Pick out the lines below that include the string "down".

**Source data:**
Content starts

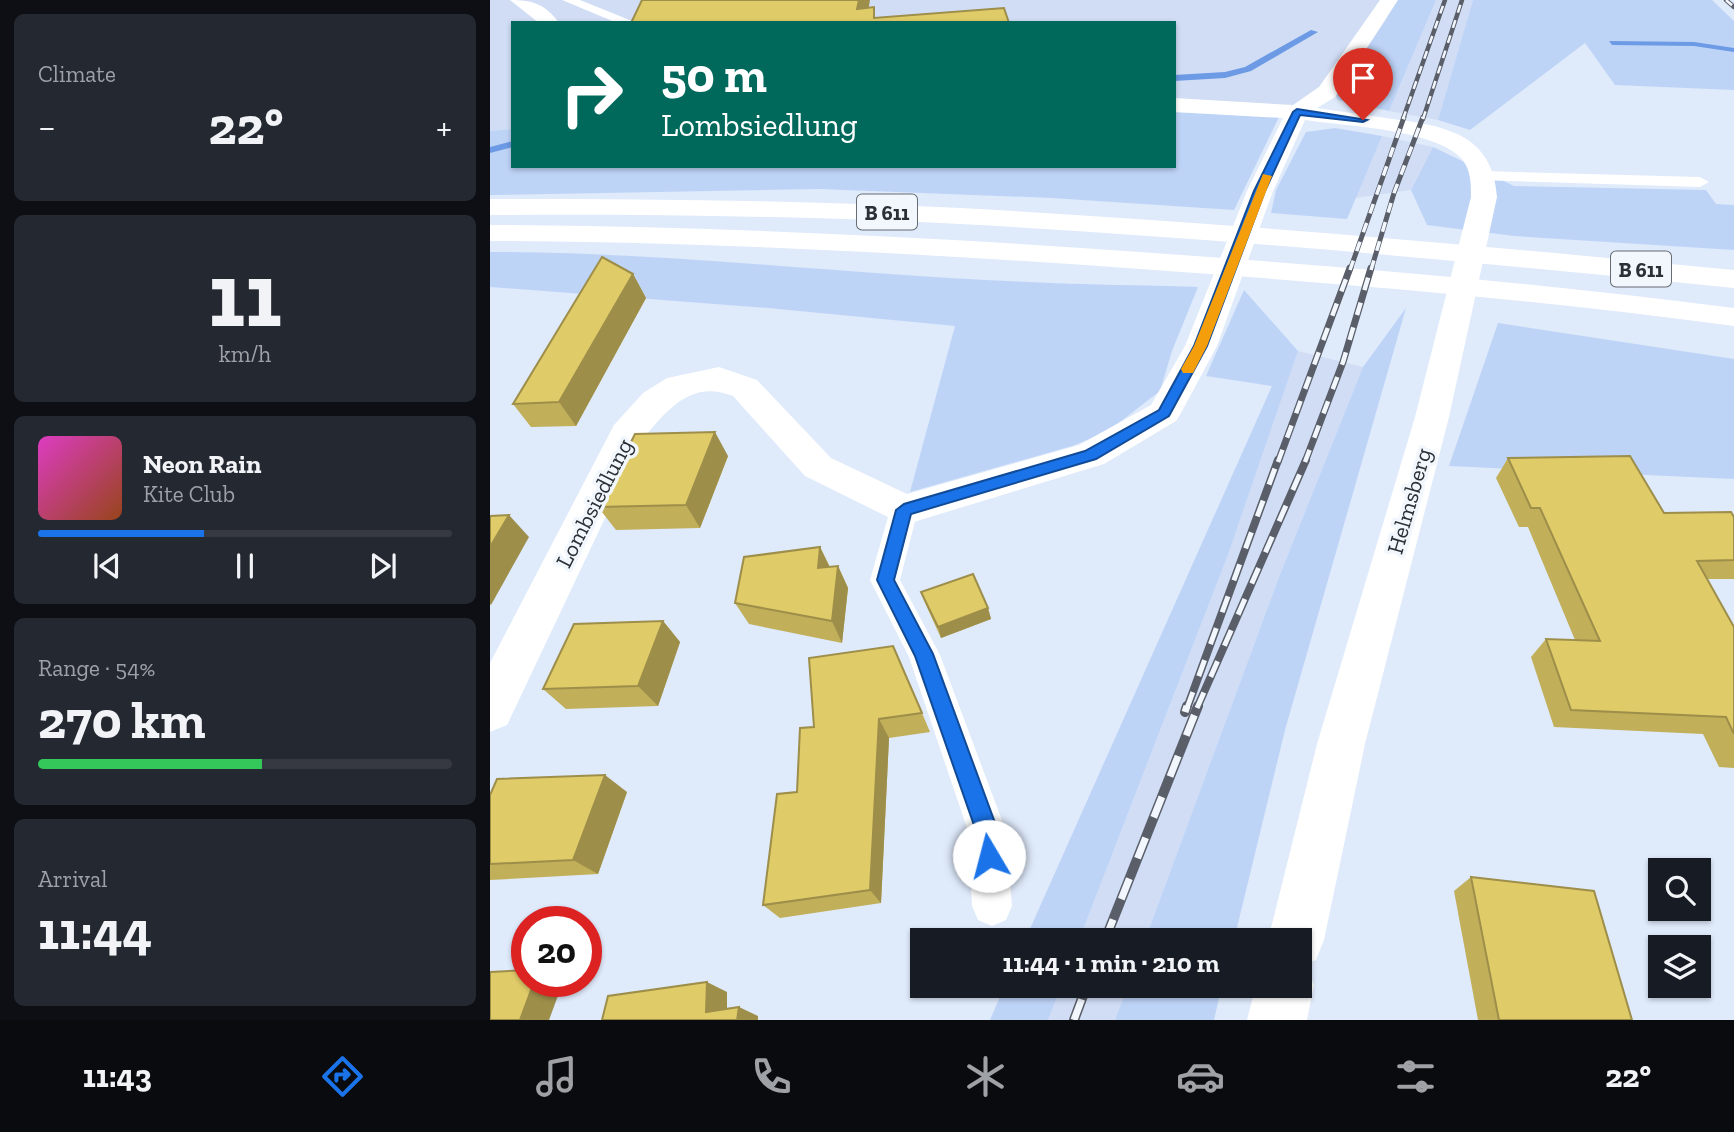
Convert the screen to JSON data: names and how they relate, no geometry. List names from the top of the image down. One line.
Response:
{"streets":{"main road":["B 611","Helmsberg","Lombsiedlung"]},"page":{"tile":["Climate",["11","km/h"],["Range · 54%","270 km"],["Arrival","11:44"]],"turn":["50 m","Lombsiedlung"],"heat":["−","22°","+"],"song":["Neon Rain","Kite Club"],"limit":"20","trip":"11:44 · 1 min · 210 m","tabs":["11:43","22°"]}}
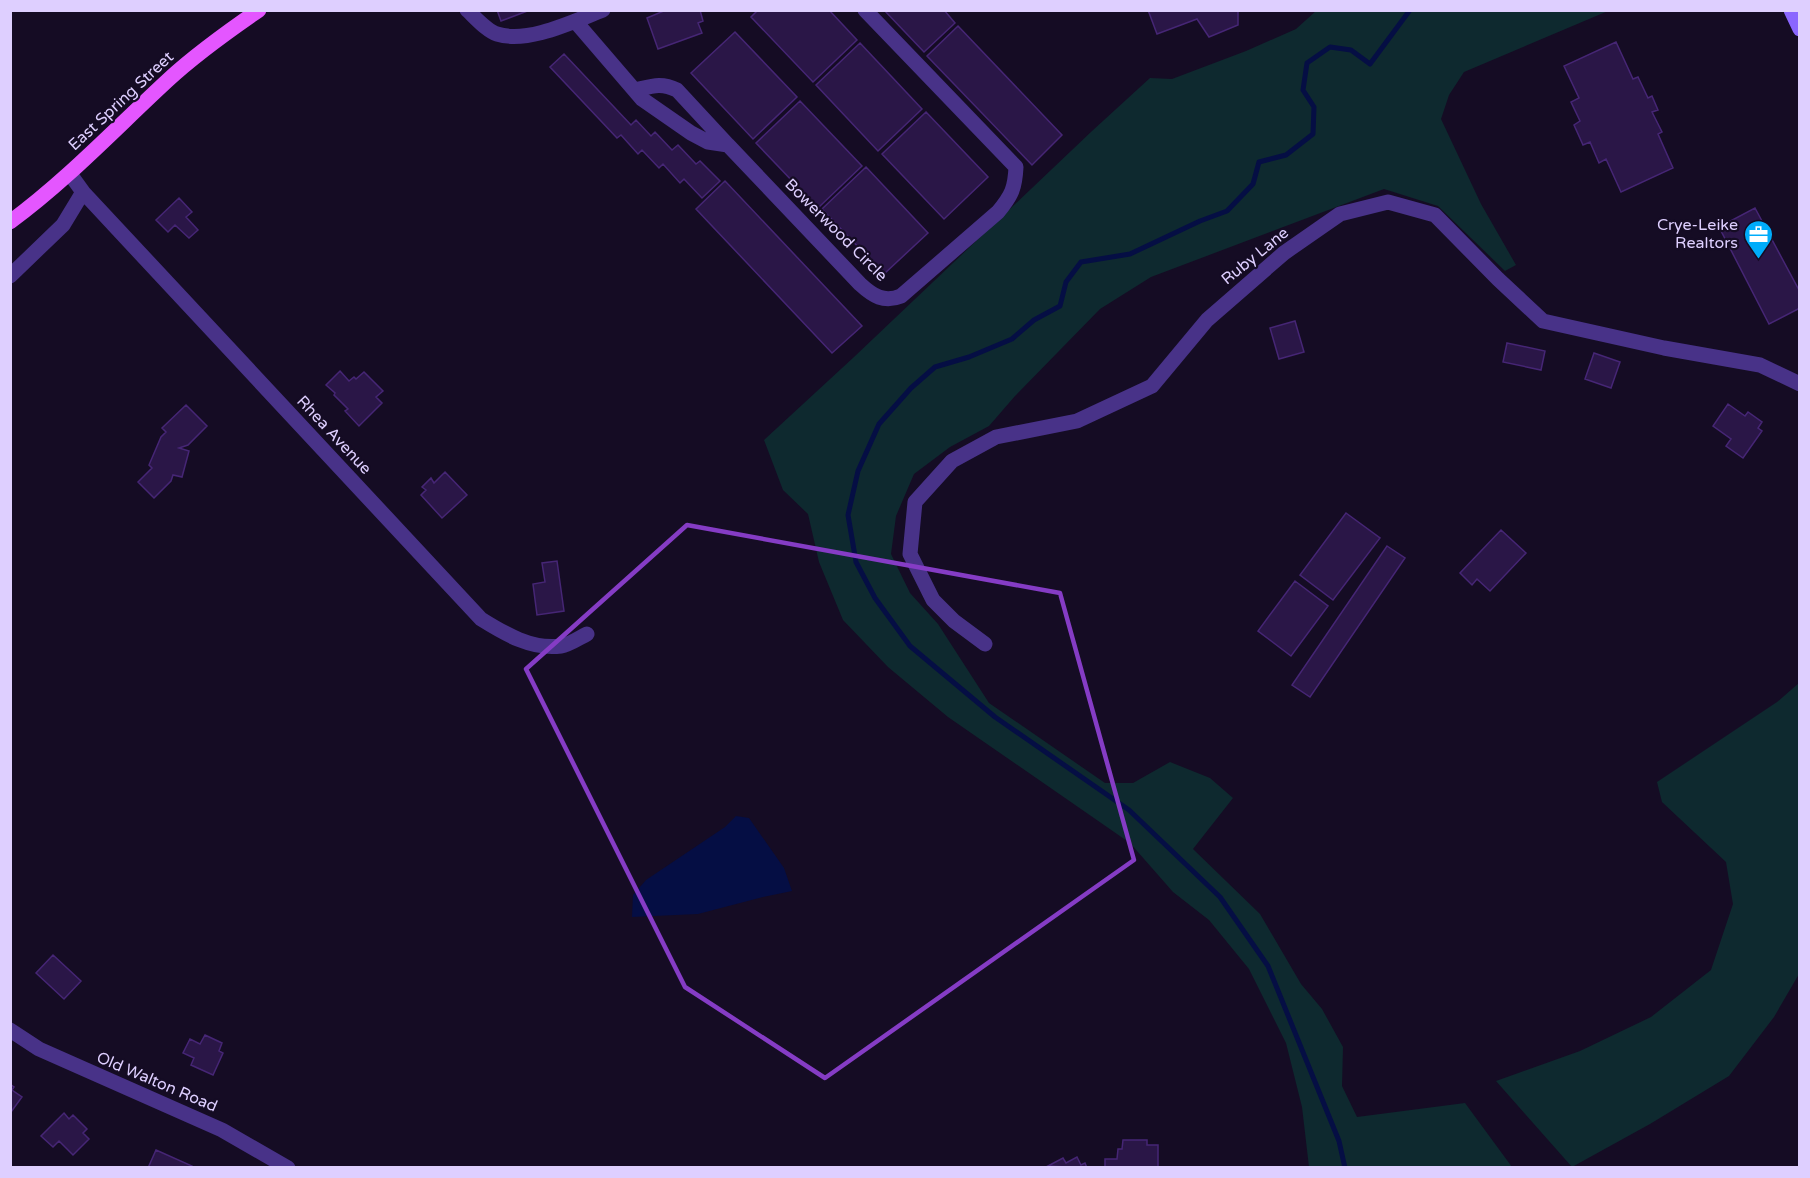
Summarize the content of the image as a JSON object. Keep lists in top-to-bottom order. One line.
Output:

Content ends
Content starts

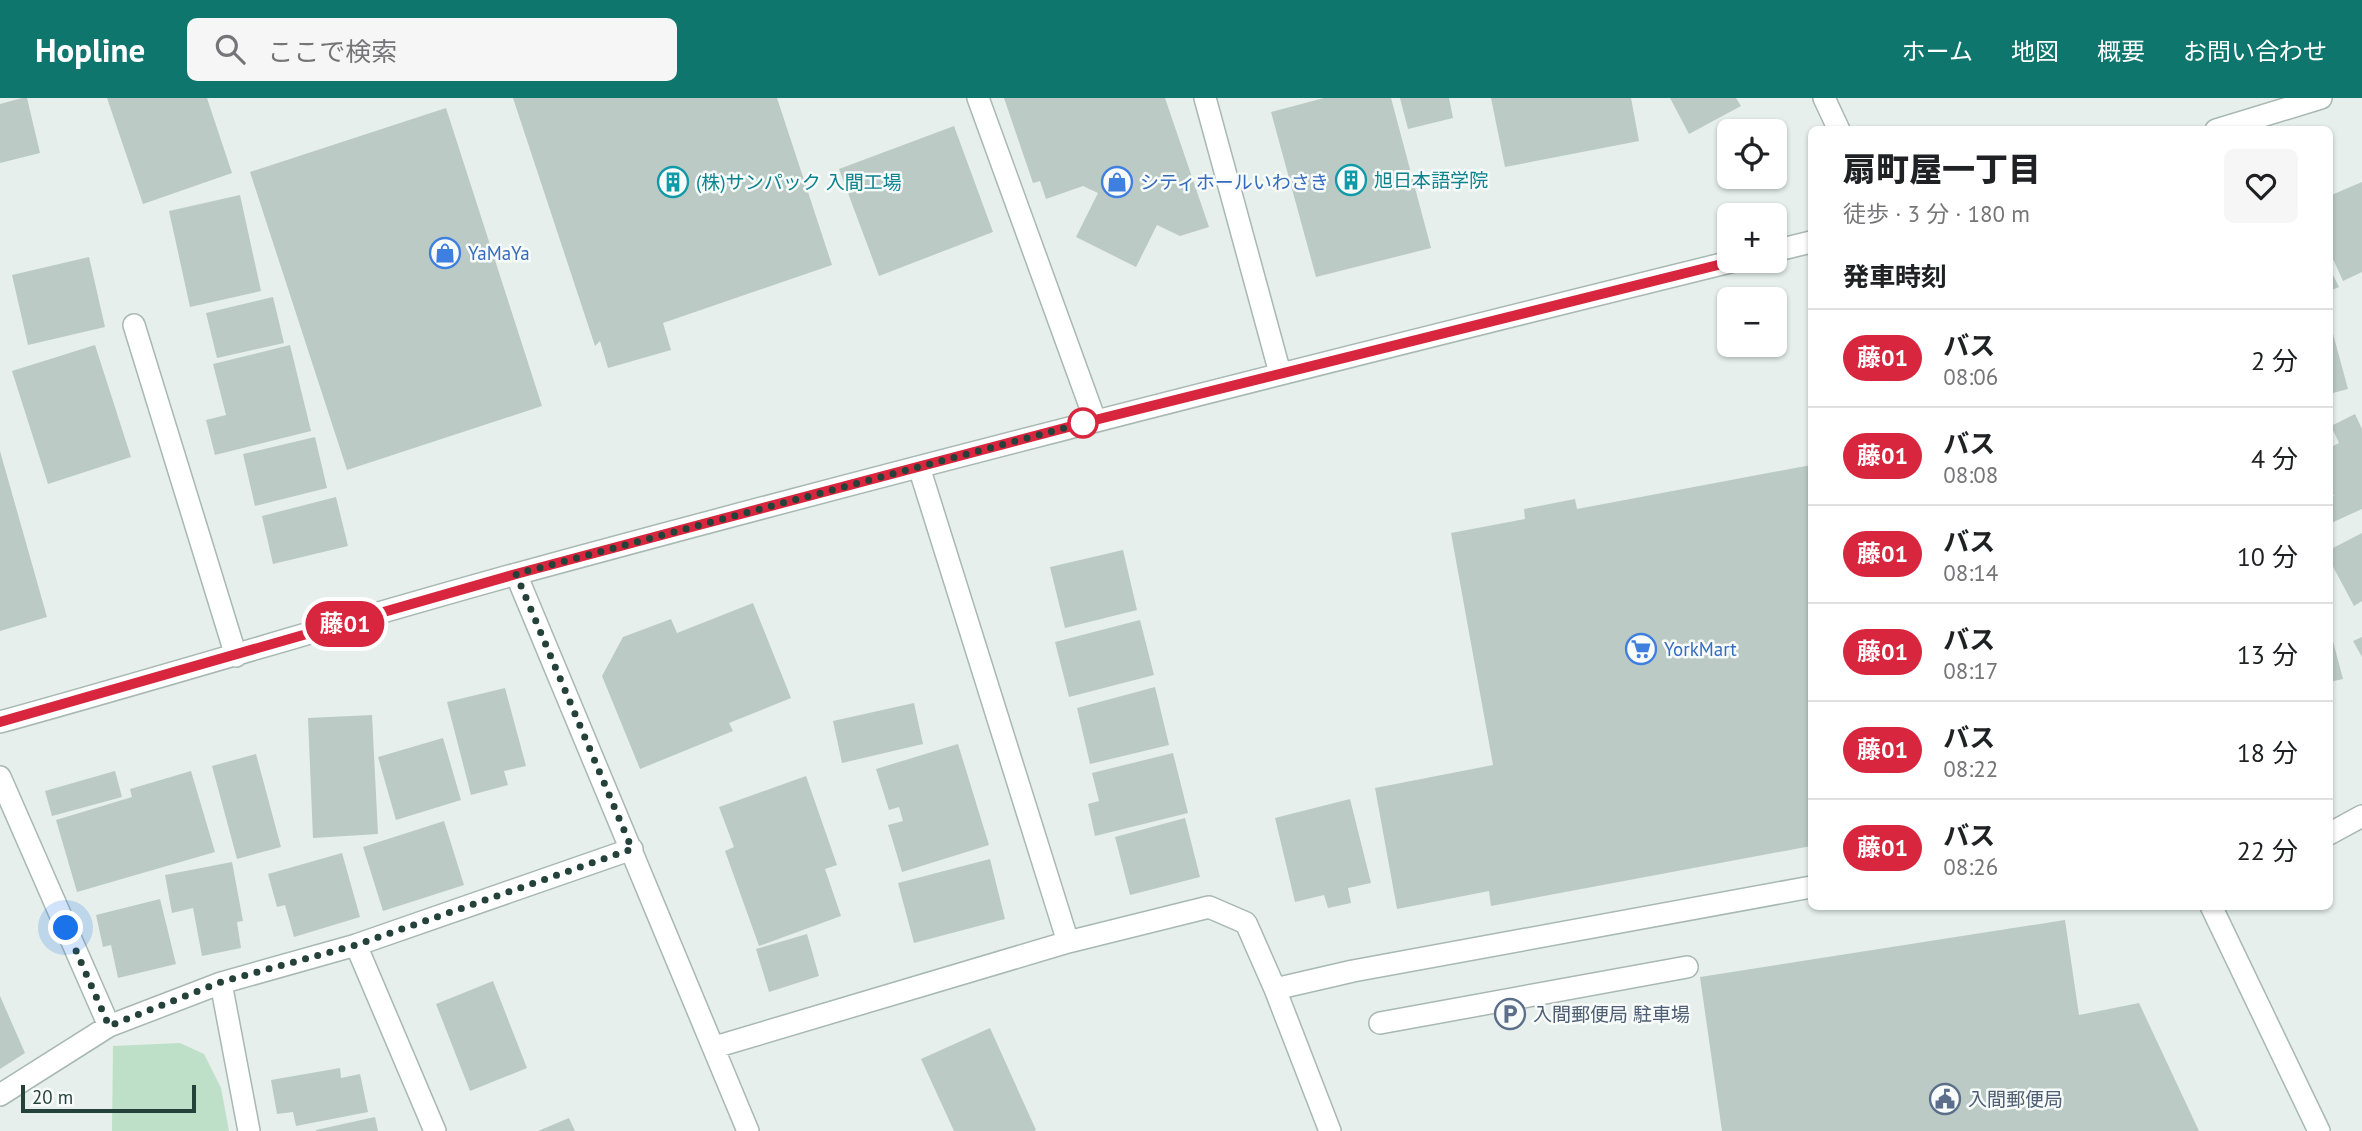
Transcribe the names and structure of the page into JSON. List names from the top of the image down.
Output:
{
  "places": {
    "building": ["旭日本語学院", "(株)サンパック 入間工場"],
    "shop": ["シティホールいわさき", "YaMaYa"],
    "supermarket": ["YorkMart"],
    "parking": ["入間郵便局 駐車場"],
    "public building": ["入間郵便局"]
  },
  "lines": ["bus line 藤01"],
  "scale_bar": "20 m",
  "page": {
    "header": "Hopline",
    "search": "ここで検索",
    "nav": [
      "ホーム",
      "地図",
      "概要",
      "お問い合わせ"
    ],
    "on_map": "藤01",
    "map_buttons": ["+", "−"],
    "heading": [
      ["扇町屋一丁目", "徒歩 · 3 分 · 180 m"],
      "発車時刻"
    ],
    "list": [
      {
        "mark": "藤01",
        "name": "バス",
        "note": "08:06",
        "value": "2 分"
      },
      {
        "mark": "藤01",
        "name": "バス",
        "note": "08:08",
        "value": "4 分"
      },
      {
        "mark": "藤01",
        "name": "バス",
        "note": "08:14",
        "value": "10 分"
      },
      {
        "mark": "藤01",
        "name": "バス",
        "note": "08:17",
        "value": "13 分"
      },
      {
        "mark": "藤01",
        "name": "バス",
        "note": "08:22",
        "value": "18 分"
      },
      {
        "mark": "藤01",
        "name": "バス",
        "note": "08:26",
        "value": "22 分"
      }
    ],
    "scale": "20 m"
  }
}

Content ends
Content starts

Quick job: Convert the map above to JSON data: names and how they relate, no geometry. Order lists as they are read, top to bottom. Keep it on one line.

Content ends

**Solution:**
Convert the screen to JSON data: names and how they relate, no geometry. List names from the top of the image down. One line.
Transcribe the names and structure of the page into JSON. List names from the top of the image down.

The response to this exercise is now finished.